*What this task involves*. Only an exact reprint of all the data is acceptable.

____

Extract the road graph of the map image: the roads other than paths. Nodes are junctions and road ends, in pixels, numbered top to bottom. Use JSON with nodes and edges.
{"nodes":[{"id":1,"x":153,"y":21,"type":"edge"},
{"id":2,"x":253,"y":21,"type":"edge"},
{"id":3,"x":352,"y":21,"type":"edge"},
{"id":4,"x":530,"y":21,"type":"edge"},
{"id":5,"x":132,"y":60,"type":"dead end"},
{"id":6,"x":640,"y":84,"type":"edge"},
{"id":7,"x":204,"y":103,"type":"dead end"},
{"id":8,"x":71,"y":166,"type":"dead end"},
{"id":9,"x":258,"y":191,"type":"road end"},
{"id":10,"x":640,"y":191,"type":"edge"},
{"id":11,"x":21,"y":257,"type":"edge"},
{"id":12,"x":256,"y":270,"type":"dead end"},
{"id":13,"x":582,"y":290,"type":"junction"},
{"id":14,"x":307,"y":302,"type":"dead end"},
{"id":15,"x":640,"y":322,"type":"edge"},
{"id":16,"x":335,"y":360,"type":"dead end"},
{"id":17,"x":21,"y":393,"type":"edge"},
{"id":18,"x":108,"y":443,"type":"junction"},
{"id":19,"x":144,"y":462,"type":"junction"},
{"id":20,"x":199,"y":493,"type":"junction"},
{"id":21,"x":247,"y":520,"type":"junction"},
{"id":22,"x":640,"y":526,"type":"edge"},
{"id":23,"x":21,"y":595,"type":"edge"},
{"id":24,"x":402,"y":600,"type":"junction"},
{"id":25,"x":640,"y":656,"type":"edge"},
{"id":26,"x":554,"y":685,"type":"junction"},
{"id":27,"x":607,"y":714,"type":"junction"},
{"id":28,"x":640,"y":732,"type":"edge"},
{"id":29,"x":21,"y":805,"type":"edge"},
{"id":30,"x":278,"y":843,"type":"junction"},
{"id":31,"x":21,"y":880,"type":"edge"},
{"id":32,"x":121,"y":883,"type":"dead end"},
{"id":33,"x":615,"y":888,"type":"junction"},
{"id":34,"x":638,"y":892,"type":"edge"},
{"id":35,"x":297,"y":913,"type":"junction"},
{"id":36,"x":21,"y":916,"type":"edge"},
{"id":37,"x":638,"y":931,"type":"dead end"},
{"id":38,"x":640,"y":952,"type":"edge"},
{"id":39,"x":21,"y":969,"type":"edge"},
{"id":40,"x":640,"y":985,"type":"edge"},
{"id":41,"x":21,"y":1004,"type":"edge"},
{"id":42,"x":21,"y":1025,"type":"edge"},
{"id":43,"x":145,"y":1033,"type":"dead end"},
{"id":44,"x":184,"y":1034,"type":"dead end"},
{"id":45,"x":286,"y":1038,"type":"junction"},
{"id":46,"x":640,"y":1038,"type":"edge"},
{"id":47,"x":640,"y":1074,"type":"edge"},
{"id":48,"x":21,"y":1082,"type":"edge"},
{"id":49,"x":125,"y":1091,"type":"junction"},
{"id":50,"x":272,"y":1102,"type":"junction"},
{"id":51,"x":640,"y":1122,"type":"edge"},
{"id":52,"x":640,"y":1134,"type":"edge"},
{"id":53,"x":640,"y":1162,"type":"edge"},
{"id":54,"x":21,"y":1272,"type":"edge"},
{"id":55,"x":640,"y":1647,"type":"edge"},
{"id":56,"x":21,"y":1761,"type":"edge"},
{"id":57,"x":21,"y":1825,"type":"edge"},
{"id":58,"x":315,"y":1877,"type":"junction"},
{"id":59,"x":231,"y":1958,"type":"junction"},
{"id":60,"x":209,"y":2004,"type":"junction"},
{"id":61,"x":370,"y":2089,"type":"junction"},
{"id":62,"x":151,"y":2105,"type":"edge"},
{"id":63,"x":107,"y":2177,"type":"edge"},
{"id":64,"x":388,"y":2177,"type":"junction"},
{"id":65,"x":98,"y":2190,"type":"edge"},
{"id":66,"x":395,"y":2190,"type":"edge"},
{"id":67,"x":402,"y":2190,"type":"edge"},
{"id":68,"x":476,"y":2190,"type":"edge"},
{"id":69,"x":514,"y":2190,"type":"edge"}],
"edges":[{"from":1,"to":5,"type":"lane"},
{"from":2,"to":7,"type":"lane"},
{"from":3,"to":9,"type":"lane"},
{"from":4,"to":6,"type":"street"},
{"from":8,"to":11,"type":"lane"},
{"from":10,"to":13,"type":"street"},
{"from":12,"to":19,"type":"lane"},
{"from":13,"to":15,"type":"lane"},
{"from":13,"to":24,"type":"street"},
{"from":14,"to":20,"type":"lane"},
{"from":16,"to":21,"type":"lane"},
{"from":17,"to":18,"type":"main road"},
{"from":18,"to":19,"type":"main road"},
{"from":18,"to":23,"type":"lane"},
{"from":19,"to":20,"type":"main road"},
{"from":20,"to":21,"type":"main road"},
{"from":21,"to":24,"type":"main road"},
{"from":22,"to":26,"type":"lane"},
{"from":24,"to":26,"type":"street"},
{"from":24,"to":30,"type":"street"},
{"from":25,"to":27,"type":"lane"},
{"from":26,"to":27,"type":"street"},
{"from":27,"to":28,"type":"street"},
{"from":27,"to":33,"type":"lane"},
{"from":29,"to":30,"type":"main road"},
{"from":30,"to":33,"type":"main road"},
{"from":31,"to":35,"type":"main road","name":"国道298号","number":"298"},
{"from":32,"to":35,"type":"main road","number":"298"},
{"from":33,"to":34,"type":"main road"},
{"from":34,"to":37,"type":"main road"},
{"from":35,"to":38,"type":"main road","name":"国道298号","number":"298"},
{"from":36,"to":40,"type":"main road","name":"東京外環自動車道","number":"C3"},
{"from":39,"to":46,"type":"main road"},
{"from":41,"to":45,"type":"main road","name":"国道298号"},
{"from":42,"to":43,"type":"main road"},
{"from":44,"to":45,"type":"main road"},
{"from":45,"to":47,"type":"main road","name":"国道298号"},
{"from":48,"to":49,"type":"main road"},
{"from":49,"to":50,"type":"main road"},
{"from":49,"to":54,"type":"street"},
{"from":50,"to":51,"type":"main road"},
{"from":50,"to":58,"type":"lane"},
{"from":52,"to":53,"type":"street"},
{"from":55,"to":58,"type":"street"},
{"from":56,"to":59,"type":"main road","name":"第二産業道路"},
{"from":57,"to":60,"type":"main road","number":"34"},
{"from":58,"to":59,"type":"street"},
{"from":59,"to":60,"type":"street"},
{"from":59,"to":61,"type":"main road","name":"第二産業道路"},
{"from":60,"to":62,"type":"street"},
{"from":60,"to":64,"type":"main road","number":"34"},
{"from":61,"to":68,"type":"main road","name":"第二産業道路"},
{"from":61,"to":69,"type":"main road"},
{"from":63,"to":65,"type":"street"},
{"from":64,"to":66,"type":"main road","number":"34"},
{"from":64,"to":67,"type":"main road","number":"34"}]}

____

*The answer*.
Extract the road graph of the map image: the roads other than paths. Nodes are junctions and road ends, in pixels, numbered top to bottom. Use JSON with nodes and edges.
{"nodes":[{"id":1,"x":153,"y":21,"type":"edge"},
{"id":2,"x":253,"y":21,"type":"edge"},
{"id":3,"x":352,"y":21,"type":"edge"},
{"id":4,"x":530,"y":21,"type":"edge"},
{"id":5,"x":132,"y":60,"type":"dead end"},
{"id":6,"x":640,"y":84,"type":"edge"},
{"id":7,"x":204,"y":103,"type":"dead end"},
{"id":8,"x":71,"y":166,"type":"dead end"},
{"id":9,"x":258,"y":191,"type":"road end"},
{"id":10,"x":640,"y":191,"type":"edge"},
{"id":11,"x":21,"y":257,"type":"edge"},
{"id":12,"x":256,"y":270,"type":"dead end"},
{"id":13,"x":582,"y":290,"type":"junction"},
{"id":14,"x":307,"y":302,"type":"dead end"},
{"id":15,"x":640,"y":322,"type":"edge"},
{"id":16,"x":335,"y":360,"type":"dead end"},
{"id":17,"x":21,"y":393,"type":"edge"},
{"id":18,"x":108,"y":443,"type":"junction"},
{"id":19,"x":144,"y":462,"type":"junction"},
{"id":20,"x":199,"y":493,"type":"junction"},
{"id":21,"x":247,"y":520,"type":"junction"},
{"id":22,"x":640,"y":526,"type":"edge"},
{"id":23,"x":21,"y":595,"type":"edge"},
{"id":24,"x":402,"y":600,"type":"junction"},
{"id":25,"x":640,"y":656,"type":"edge"},
{"id":26,"x":554,"y":685,"type":"junction"},
{"id":27,"x":607,"y":714,"type":"junction"},
{"id":28,"x":640,"y":732,"type":"edge"},
{"id":29,"x":21,"y":805,"type":"edge"},
{"id":30,"x":278,"y":843,"type":"junction"},
{"id":31,"x":21,"y":880,"type":"edge"},
{"id":32,"x":121,"y":883,"type":"dead end"},
{"id":33,"x":615,"y":888,"type":"junction"},
{"id":34,"x":638,"y":892,"type":"edge"},
{"id":35,"x":297,"y":913,"type":"junction"},
{"id":36,"x":21,"y":916,"type":"edge"},
{"id":37,"x":638,"y":931,"type":"dead end"},
{"id":38,"x":640,"y":952,"type":"edge"},
{"id":39,"x":21,"y":969,"type":"edge"},
{"id":40,"x":640,"y":985,"type":"edge"},
{"id":41,"x":21,"y":1004,"type":"edge"},
{"id":42,"x":21,"y":1025,"type":"edge"},
{"id":43,"x":145,"y":1033,"type":"dead end"},
{"id":44,"x":184,"y":1034,"type":"dead end"},
{"id":45,"x":286,"y":1038,"type":"junction"},
{"id":46,"x":640,"y":1038,"type":"edge"},
{"id":47,"x":640,"y":1074,"type":"edge"},
{"id":48,"x":21,"y":1082,"type":"edge"},
{"id":49,"x":125,"y":1091,"type":"junction"},
{"id":50,"x":272,"y":1102,"type":"junction"},
{"id":51,"x":640,"y":1122,"type":"edge"},
{"id":52,"x":640,"y":1134,"type":"edge"},
{"id":53,"x":640,"y":1162,"type":"edge"},
{"id":54,"x":21,"y":1272,"type":"edge"},
{"id":55,"x":640,"y":1647,"type":"edge"},
{"id":56,"x":21,"y":1761,"type":"edge"},
{"id":57,"x":21,"y":1825,"type":"edge"},
{"id":58,"x":315,"y":1877,"type":"junction"},
{"id":59,"x":231,"y":1958,"type":"junction"},
{"id":60,"x":209,"y":2004,"type":"junction"},
{"id":61,"x":370,"y":2089,"type":"junction"},
{"id":62,"x":151,"y":2105,"type":"edge"},
{"id":63,"x":107,"y":2177,"type":"edge"},
{"id":64,"x":388,"y":2177,"type":"junction"},
{"id":65,"x":98,"y":2190,"type":"edge"},
{"id":66,"x":395,"y":2190,"type":"edge"},
{"id":67,"x":402,"y":2190,"type":"edge"},
{"id":68,"x":476,"y":2190,"type":"edge"},
{"id":69,"x":514,"y":2190,"type":"edge"}],
"edges":[{"from":1,"to":5,"type":"lane"},
{"from":2,"to":7,"type":"lane"},
{"from":3,"to":9,"type":"lane"},
{"from":4,"to":6,"type":"street"},
{"from":8,"to":11,"type":"lane"},
{"from":10,"to":13,"type":"street"},
{"from":12,"to":19,"type":"lane"},
{"from":13,"to":15,"type":"lane"},
{"from":13,"to":24,"type":"street"},
{"from":14,"to":20,"type":"lane"},
{"from":16,"to":21,"type":"lane"},
{"from":17,"to":18,"type":"main road"},
{"from":18,"to":19,"type":"main road"},
{"from":18,"to":23,"type":"lane"},
{"from":19,"to":20,"type":"main road"},
{"from":20,"to":21,"type":"main road"},
{"from":21,"to":24,"type":"main road"},
{"from":22,"to":26,"type":"lane"},
{"from":24,"to":26,"type":"street"},
{"from":24,"to":30,"type":"street"},
{"from":25,"to":27,"type":"lane"},
{"from":26,"to":27,"type":"street"},
{"from":27,"to":28,"type":"street"},
{"from":27,"to":33,"type":"lane"},
{"from":29,"to":30,"type":"main road"},
{"from":30,"to":33,"type":"main road"},
{"from":31,"to":35,"type":"main road","name":"国道298号","number":"298"},
{"from":32,"to":35,"type":"main road","number":"298"},
{"from":33,"to":34,"type":"main road"},
{"from":34,"to":37,"type":"main road"},
{"from":35,"to":38,"type":"main road","name":"国道298号","number":"298"},
{"from":36,"to":40,"type":"main road","name":"東京外環自動車道","number":"C3"},
{"from":39,"to":46,"type":"main road"},
{"from":41,"to":45,"type":"main road","name":"国道298号"},
{"from":42,"to":43,"type":"main road"},
{"from":44,"to":45,"type":"main road"},
{"from":45,"to":47,"type":"main road","name":"国道298号"},
{"from":48,"to":49,"type":"main road"},
{"from":49,"to":50,"type":"main road"},
{"from":49,"to":54,"type":"street"},
{"from":50,"to":51,"type":"main road"},
{"from":50,"to":58,"type":"lane"},
{"from":52,"to":53,"type":"street"},
{"from":55,"to":58,"type":"street"},
{"from":56,"to":59,"type":"main road","name":"第二産業道路"},
{"from":57,"to":60,"type":"main road","number":"34"},
{"from":58,"to":59,"type":"street"},
{"from":59,"to":60,"type":"street"},
{"from":59,"to":61,"type":"main road","name":"第二産業道路"},
{"from":60,"to":62,"type":"street"},
{"from":60,"to":64,"type":"main road","number":"34"},
{"from":61,"to":68,"type":"main road","name":"第二産業道路"},
{"from":61,"to":69,"type":"main road"},
{"from":63,"to":65,"type":"street"},
{"from":64,"to":66,"type":"main road","number":"34"},
{"from":64,"to":67,"type":"main road","number":"34"}]}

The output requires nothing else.